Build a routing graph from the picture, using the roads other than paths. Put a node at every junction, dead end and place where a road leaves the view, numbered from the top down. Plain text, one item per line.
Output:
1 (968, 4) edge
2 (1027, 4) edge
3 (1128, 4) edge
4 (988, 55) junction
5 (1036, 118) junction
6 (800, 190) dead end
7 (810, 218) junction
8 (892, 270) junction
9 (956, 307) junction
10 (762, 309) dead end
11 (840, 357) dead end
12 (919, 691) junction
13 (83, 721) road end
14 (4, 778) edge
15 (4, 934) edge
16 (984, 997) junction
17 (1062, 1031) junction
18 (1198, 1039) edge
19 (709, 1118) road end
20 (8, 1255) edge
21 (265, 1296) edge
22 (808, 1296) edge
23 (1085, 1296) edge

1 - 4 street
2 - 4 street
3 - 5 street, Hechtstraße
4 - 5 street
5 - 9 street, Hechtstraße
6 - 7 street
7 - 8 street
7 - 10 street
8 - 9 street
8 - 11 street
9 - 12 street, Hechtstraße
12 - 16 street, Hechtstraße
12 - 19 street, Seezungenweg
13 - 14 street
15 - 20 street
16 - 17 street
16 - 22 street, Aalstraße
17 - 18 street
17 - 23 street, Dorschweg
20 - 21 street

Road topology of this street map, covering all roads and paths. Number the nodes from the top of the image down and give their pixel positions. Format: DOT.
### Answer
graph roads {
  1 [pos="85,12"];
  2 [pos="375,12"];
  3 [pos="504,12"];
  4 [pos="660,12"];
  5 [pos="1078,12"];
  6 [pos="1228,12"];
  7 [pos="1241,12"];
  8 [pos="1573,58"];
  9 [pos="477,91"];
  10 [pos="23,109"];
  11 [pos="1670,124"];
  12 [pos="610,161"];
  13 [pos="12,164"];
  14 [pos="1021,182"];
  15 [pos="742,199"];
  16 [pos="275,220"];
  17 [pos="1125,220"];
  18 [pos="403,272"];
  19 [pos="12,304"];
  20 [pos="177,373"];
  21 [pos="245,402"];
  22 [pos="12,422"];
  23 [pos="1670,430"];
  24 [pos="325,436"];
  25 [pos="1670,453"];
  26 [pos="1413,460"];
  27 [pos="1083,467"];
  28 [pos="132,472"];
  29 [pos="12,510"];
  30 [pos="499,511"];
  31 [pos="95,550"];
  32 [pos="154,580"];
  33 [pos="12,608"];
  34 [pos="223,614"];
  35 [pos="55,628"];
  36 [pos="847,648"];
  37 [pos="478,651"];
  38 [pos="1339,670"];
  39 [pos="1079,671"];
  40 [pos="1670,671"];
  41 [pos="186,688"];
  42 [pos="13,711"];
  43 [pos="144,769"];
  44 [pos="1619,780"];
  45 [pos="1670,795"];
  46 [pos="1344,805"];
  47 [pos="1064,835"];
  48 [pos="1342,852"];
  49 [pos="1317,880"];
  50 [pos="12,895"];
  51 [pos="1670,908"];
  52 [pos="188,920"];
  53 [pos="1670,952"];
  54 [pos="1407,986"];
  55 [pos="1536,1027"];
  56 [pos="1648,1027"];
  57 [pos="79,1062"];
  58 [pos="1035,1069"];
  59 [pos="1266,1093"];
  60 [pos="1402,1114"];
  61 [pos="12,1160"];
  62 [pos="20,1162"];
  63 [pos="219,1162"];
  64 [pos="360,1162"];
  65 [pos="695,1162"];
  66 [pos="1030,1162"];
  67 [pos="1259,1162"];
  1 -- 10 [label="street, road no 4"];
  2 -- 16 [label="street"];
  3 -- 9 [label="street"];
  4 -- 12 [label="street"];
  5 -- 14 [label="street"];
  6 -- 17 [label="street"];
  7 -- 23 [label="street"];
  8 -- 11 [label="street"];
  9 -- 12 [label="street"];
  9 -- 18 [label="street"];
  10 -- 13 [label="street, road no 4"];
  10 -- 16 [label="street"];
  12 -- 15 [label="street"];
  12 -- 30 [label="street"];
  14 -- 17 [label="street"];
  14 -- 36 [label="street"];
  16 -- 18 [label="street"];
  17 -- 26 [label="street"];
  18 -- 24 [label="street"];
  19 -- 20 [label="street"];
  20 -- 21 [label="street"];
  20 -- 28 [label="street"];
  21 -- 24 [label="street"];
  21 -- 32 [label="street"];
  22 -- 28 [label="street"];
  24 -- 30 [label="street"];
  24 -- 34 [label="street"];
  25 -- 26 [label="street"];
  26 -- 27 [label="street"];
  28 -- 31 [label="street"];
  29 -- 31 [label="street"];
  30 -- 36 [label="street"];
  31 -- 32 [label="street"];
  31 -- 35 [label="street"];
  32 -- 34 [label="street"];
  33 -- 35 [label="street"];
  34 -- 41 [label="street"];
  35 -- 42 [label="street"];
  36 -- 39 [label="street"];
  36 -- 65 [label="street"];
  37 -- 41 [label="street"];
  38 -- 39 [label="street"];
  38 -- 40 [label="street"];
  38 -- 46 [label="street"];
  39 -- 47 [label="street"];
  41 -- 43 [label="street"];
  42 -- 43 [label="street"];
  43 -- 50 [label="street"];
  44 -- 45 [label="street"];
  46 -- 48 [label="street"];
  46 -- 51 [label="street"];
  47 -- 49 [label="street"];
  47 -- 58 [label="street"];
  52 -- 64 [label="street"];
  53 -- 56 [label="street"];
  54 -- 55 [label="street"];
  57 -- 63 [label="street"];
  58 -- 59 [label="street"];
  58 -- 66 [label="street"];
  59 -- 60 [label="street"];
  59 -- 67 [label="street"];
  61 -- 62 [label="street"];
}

*REQUIRED WORK*.
Pull out all lines from the listing that contain the string "Hechtstraße".

*RESPONSE*.
3 - 5 street, Hechtstraße
5 - 9 street, Hechtstraße
9 - 12 street, Hechtstraße
12 - 16 street, Hechtstraße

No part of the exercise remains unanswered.